Meaningful Investment is Needed

“Our message to clinicians, health care providers, and importantly, public health experts, is that the only way for the MENA region to be on track towards the global target of eliminating HIV/AIDS by 2030 is to invest all possible efforts in addressing the needs of the populations most affected by the HIV epidemic in this part of the world: men who have sex with men, people who inject drugs, and female sex workers,” Mumtaz said. “The HIV situation in this region has been neglected and a meaningful investment is needed to be ahead of the emerging HIV epidemics.”

Barriers to HIV interventions include stigma and legal challenges, with laws against sex work in 21 of the countries in the region, and against possession of drugs in 9. There are laws prohibiting same-sex sexual acts in 19 countries, including the death penalty in 7.

These barriers contribute to reluctance to allocate resources to HIV programming for these populations. In 2020, dedicated funding for HIV programming was less than 20% of what is needed to reach targets, the study authors noted.

Sociopolitical and economic crises, including armed conflicts, forced displacements, and the COVID-19 pandemic also have affected HIV incidence, prevention, and treatment.

Only 17% of people who inject drugs, 42% of men who have sex with men, and 12% of female sex workers reported testing for HIV in the past 12 months.
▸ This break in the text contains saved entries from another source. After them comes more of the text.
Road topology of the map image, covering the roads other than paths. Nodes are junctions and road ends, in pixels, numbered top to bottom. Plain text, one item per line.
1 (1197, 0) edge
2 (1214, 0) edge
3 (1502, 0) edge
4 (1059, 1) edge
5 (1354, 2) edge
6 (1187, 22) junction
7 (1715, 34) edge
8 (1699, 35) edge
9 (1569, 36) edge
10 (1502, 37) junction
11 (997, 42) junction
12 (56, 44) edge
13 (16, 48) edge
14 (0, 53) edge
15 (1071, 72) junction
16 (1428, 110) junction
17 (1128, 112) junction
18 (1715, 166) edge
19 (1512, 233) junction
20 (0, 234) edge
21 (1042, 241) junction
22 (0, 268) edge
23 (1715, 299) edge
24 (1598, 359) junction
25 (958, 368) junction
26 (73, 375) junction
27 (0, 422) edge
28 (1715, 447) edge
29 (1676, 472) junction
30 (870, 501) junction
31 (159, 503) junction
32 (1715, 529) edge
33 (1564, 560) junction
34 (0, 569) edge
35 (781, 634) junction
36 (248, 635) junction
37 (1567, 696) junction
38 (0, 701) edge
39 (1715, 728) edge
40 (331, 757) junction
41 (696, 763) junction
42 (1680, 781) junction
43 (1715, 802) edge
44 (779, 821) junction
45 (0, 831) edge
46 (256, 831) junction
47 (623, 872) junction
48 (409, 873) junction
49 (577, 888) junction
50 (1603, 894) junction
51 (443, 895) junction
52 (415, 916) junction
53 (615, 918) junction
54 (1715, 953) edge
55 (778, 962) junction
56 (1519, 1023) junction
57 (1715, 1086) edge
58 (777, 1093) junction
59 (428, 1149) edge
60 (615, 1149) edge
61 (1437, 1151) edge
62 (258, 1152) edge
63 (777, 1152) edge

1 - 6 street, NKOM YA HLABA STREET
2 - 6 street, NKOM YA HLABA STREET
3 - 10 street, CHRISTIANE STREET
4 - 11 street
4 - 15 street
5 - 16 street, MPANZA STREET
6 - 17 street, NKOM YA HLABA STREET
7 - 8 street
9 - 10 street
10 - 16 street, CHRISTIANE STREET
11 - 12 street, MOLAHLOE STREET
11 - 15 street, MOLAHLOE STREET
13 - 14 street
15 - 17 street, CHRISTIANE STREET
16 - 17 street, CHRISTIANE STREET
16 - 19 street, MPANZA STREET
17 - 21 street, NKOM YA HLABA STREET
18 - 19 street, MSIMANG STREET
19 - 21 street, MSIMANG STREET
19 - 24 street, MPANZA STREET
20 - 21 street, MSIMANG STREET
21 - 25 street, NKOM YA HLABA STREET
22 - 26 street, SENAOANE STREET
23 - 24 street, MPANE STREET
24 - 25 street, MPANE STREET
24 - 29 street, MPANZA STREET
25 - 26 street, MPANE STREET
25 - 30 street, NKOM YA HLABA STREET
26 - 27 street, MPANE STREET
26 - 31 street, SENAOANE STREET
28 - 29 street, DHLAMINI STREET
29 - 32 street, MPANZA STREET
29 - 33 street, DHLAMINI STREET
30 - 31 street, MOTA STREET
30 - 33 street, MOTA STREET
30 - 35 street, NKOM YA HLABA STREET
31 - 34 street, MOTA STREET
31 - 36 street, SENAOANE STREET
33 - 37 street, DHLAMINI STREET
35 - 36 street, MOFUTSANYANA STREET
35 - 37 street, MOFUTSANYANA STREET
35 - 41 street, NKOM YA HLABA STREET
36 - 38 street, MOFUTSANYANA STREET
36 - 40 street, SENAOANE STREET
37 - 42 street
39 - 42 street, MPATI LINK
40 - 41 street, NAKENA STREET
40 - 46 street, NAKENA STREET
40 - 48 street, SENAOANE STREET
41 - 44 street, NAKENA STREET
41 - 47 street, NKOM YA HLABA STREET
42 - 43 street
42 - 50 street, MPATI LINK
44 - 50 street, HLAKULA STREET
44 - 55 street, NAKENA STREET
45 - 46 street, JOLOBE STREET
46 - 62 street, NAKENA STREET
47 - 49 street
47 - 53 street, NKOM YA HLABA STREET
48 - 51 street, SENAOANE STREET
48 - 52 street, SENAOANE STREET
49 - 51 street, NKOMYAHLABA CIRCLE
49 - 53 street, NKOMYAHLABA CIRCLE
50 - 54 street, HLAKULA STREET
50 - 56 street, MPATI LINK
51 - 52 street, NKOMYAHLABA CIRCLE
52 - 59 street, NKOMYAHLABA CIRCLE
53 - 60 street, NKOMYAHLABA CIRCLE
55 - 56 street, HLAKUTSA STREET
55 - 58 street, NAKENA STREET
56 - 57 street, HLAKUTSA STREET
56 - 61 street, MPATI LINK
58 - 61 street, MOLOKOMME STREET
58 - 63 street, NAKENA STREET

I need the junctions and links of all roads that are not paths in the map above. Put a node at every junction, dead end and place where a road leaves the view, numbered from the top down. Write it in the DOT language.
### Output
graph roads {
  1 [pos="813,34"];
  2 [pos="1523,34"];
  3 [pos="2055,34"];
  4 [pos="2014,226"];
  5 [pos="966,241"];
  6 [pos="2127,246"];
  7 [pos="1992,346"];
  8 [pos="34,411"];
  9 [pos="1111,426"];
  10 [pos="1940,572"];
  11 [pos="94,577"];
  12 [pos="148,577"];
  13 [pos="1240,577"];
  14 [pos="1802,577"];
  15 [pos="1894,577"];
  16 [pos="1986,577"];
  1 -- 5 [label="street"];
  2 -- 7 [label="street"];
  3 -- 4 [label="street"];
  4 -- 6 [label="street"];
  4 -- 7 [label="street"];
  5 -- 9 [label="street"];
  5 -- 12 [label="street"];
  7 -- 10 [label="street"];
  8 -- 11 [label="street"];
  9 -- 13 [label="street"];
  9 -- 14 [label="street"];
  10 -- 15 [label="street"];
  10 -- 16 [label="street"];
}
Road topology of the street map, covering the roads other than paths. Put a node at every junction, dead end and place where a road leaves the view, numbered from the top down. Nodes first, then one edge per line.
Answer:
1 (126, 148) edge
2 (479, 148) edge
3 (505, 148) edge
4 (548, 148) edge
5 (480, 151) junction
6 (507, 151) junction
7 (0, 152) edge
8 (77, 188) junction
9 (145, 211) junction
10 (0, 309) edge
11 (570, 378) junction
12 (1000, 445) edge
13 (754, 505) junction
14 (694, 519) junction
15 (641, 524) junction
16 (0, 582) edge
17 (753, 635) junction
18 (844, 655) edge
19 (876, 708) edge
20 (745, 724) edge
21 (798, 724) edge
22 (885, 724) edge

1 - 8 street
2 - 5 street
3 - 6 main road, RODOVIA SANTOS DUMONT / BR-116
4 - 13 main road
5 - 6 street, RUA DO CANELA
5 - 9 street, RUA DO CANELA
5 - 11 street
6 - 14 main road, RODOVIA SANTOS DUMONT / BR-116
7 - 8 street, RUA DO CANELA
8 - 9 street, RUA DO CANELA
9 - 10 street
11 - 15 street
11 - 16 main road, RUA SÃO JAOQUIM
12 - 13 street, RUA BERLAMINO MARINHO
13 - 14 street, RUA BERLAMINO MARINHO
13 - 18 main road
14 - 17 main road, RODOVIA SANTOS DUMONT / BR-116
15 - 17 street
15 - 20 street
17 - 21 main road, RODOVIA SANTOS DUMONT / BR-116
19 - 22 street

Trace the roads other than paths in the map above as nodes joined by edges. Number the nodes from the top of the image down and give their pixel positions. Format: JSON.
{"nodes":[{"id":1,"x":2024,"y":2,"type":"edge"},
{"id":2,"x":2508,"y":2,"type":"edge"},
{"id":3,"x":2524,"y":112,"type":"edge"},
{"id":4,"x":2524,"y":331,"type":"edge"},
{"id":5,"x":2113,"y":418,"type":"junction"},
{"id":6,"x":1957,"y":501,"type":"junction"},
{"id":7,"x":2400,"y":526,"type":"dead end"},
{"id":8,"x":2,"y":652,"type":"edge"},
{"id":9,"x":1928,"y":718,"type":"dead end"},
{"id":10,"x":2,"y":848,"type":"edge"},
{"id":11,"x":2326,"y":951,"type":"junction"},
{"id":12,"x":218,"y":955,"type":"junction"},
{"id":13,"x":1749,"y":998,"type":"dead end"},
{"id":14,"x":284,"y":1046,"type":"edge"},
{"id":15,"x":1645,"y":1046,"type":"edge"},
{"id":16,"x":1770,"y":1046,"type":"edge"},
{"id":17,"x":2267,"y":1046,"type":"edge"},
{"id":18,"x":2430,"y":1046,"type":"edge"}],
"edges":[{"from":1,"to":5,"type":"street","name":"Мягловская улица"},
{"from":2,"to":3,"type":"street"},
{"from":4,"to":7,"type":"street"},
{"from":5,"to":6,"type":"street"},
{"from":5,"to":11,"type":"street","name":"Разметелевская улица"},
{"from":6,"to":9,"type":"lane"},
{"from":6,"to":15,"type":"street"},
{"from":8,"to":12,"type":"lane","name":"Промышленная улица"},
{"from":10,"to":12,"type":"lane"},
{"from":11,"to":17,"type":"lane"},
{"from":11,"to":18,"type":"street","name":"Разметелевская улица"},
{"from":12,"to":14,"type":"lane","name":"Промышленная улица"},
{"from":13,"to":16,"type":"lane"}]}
The review also estimated that only 43% of those with HIV in the region receive antiretroviral therapy and 37% reached viral suppression.

“Because the HIV epidemics we documented among key population are mostly nascent, there is a window of opportunity for countries to contain the growing epidemics and to control HIV transmission in high-risk sexual and injecting networks while still in relatively limited circulation,” Mumtaz said.

She highlighted three areas of focus:

  1. A need for expanding surveillance to monitor HIV prevalence trends and to detect epidemics at their nascence.
  2. A strong rationale for expanding the coverage of HIV combination prevention and treatment services among key populations, through adequate allocation of resources, providing enabling environments for key populations and abolishing legal barriers that impede access and delivery of services, and empowering non-governmental organizations to deliver a wide array of outreach programs.
  3. An opportunity to integrate in HIV control programs some of the tools that were implemented during the COVID-19 pandemic to mitigate the resulting disruptions and that have proved successful such as telehealth, HIV self-testing, and multi-month drug dispensing.